(Stored items)
<<<<
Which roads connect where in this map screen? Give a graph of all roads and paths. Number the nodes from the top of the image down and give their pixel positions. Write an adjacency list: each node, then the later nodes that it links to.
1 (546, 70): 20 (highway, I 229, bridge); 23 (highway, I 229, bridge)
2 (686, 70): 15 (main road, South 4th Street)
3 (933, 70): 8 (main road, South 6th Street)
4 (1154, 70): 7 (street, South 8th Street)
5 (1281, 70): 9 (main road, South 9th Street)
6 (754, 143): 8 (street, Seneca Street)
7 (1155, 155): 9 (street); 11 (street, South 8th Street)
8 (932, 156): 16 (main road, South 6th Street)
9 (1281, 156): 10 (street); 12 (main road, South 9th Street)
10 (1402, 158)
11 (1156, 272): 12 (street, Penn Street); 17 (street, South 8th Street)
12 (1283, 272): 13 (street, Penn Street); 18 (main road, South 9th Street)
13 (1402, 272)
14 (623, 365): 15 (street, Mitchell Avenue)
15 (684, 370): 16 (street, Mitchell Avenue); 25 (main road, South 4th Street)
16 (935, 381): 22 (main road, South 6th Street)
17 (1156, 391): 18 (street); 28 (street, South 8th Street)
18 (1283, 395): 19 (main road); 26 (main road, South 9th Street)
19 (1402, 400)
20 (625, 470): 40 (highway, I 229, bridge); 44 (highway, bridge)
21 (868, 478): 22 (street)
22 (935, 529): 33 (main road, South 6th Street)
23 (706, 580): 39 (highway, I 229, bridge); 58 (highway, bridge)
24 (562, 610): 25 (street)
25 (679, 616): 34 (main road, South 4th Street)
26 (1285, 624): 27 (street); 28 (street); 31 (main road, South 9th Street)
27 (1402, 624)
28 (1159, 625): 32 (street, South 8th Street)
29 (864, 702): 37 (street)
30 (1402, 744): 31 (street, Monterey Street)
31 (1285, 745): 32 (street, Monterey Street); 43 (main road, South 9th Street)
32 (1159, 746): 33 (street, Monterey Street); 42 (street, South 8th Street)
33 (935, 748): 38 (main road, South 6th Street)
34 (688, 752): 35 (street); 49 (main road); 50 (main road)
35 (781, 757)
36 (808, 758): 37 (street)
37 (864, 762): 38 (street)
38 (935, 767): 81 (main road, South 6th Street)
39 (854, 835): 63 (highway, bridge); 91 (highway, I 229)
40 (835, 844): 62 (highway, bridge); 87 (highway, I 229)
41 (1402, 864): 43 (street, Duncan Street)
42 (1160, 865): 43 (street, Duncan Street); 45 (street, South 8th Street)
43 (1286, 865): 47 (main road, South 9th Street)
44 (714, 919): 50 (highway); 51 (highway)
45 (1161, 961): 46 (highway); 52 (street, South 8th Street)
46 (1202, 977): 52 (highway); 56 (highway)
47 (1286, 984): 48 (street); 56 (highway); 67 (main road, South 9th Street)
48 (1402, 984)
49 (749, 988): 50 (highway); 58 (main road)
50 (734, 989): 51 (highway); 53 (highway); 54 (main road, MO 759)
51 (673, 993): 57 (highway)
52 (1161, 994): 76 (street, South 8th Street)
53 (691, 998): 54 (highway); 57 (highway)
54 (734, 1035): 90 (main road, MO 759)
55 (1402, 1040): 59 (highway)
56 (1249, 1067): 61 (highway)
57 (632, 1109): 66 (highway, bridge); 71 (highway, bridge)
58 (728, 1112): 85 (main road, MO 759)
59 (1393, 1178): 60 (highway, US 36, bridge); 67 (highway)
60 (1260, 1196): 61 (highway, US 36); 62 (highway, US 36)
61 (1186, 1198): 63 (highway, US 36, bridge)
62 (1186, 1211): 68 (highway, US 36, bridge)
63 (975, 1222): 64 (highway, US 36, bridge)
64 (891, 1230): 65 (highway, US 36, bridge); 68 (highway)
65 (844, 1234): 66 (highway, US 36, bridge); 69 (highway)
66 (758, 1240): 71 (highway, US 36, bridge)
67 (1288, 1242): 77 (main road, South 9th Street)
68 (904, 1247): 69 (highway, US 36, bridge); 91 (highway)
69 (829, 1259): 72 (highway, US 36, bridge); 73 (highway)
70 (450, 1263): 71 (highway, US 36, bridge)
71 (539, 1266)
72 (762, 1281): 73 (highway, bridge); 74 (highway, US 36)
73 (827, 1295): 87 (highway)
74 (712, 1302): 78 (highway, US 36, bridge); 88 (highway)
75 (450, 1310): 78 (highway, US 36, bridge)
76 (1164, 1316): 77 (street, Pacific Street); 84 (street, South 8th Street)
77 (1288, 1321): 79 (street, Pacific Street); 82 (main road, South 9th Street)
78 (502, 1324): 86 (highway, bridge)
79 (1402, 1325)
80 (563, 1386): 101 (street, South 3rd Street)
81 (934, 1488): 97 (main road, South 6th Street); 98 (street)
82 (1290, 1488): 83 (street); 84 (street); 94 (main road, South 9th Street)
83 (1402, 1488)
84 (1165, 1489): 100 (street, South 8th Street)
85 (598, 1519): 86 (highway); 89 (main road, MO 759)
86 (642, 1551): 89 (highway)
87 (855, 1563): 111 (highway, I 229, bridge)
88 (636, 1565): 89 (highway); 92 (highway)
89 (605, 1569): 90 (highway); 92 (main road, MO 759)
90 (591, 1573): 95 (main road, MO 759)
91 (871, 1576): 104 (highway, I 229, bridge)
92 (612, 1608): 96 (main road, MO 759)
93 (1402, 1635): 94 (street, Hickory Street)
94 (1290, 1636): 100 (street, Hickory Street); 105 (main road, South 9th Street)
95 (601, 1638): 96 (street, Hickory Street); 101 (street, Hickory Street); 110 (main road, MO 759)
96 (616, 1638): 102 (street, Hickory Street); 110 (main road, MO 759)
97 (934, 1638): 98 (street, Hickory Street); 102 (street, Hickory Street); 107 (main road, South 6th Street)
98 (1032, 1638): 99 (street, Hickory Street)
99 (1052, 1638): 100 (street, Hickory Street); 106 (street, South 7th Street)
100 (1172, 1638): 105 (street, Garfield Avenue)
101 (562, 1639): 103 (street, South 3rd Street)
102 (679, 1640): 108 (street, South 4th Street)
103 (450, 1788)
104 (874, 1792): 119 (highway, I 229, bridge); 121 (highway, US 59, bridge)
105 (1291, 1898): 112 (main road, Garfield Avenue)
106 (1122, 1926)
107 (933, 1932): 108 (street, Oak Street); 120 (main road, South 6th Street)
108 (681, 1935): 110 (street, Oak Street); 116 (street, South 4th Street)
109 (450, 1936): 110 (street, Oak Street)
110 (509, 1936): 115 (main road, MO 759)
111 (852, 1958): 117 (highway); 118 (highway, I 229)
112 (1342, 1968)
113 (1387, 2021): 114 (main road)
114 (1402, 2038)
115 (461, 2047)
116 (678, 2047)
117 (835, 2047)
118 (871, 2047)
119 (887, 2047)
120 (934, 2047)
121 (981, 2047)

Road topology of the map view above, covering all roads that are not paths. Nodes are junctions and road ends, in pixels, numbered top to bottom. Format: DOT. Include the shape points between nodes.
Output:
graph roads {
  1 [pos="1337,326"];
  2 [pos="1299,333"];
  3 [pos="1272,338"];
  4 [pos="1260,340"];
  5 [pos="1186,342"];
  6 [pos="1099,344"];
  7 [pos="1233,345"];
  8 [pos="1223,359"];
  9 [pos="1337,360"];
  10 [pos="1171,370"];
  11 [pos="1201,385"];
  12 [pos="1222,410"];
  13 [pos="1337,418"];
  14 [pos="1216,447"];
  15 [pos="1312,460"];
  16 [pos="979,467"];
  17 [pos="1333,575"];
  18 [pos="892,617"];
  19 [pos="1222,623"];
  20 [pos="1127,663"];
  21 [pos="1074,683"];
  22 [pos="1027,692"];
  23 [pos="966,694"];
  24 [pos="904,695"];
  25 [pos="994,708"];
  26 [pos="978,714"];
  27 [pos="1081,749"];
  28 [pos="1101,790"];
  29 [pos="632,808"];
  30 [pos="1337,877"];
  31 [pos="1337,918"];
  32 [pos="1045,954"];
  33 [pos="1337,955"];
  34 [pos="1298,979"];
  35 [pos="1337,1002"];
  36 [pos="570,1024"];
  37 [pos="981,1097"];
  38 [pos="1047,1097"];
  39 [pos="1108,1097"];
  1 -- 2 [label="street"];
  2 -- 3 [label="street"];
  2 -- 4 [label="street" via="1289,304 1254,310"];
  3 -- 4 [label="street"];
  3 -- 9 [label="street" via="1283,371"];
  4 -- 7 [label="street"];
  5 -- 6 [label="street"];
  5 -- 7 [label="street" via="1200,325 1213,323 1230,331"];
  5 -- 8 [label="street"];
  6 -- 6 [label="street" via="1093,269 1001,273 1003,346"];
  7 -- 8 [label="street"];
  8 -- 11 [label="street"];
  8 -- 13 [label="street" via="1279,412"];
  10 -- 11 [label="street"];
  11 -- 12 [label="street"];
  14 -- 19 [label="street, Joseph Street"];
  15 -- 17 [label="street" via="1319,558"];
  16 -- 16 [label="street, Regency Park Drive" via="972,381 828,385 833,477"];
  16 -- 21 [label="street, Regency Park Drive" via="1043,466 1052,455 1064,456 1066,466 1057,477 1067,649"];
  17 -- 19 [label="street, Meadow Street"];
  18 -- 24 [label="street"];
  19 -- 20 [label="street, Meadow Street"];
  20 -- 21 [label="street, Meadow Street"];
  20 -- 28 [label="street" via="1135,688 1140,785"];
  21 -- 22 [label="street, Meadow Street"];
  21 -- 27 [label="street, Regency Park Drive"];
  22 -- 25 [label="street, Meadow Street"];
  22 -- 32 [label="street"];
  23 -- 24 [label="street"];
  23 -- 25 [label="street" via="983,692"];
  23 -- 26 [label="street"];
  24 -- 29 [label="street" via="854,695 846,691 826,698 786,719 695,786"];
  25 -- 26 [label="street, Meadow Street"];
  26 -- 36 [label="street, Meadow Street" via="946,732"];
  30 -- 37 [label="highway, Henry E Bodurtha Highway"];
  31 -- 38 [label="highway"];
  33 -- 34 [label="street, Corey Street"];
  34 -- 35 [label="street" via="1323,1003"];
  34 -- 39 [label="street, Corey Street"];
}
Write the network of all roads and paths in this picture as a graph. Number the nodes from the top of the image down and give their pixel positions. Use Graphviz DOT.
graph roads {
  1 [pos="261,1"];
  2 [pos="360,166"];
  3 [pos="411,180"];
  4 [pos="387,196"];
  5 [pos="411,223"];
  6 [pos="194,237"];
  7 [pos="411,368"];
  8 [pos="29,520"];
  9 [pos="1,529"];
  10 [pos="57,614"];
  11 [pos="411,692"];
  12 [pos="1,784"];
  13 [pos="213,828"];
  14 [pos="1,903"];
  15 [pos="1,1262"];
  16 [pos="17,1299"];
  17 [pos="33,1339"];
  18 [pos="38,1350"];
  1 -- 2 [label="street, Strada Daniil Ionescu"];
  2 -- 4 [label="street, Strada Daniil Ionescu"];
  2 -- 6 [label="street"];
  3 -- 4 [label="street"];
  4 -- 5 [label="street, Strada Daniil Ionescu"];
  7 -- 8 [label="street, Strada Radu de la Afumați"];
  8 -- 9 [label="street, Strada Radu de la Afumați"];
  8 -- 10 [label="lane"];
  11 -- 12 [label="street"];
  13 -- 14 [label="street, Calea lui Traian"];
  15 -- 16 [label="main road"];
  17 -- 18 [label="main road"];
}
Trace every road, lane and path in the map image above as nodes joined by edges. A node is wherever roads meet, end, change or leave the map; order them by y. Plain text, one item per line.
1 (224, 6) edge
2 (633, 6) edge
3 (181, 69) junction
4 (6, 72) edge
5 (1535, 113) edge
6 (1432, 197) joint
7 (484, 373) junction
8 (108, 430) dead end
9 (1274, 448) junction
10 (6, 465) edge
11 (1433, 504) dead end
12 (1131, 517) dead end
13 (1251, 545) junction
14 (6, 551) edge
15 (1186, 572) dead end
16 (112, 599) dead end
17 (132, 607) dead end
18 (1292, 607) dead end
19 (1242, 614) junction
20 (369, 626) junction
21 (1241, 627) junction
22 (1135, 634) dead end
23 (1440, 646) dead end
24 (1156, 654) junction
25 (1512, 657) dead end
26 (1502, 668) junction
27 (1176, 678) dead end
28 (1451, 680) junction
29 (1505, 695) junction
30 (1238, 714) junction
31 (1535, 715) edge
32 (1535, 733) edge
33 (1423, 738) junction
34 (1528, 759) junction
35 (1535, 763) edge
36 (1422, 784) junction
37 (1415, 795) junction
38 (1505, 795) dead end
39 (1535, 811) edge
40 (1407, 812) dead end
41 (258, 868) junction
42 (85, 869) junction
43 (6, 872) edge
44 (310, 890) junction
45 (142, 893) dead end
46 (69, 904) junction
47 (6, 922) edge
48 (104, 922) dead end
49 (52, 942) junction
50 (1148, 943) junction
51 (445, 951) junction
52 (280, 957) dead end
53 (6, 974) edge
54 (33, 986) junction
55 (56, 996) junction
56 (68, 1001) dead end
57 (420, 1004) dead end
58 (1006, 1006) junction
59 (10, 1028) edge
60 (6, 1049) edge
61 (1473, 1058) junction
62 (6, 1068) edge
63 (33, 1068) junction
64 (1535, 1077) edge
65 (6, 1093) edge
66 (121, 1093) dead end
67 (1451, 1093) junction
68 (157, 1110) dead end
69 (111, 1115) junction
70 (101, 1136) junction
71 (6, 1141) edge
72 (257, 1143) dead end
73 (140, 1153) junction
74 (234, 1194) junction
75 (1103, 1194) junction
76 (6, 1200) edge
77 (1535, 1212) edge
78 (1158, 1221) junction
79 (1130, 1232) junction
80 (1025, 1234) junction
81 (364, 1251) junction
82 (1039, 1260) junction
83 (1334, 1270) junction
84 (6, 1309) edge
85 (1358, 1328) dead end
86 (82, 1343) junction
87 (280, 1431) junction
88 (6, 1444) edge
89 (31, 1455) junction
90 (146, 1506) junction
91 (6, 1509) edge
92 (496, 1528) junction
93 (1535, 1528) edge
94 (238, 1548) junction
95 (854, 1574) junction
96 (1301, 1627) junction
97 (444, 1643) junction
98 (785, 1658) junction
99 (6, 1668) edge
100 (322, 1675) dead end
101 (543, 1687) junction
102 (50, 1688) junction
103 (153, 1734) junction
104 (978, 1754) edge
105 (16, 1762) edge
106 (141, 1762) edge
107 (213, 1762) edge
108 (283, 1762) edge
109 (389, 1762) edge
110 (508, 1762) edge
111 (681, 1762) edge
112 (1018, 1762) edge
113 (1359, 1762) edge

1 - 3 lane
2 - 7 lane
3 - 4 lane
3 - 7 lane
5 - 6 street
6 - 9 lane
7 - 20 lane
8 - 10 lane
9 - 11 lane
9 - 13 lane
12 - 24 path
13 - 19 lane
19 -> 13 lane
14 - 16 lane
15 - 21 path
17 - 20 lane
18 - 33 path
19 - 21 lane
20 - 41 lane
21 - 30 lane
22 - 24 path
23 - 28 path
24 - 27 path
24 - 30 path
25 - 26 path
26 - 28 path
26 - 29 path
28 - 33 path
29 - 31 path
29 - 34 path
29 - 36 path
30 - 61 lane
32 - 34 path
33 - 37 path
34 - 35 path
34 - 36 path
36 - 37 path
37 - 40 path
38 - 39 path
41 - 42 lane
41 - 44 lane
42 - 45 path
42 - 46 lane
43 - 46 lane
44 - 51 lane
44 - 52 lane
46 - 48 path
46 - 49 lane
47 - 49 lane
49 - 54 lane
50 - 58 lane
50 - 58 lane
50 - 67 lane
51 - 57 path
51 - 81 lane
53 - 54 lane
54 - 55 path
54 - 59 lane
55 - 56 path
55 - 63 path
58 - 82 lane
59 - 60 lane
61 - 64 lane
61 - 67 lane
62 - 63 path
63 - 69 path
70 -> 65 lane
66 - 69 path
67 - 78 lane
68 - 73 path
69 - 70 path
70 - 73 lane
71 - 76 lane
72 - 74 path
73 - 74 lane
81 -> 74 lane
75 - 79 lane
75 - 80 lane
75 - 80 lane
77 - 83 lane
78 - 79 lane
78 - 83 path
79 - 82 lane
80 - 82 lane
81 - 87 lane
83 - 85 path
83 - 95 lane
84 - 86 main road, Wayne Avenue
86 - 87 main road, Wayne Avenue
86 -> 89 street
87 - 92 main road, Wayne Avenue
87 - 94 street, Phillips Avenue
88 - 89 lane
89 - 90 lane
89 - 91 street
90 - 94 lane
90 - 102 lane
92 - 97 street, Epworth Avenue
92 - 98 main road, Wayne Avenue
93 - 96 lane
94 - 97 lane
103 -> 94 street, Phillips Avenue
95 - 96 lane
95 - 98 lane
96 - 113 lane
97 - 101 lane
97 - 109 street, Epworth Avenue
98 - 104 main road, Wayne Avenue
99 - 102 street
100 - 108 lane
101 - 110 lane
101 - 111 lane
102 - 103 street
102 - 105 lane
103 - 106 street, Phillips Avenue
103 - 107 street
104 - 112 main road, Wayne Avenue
>>>>
Show each line of the data that contains the string "above".

Task result:
Road topology of the map view above, covering all roads that are not paths. Nodes are junctions and road ends, in pixels, numbered top to bottom. Format: DOT. Include the shape points between nodes.
Trace every road, lane and path in the map image above as nodes joined by edges. A node is wherever roads meet, end, change or leave the map; order them by y. Plain text, one item per line.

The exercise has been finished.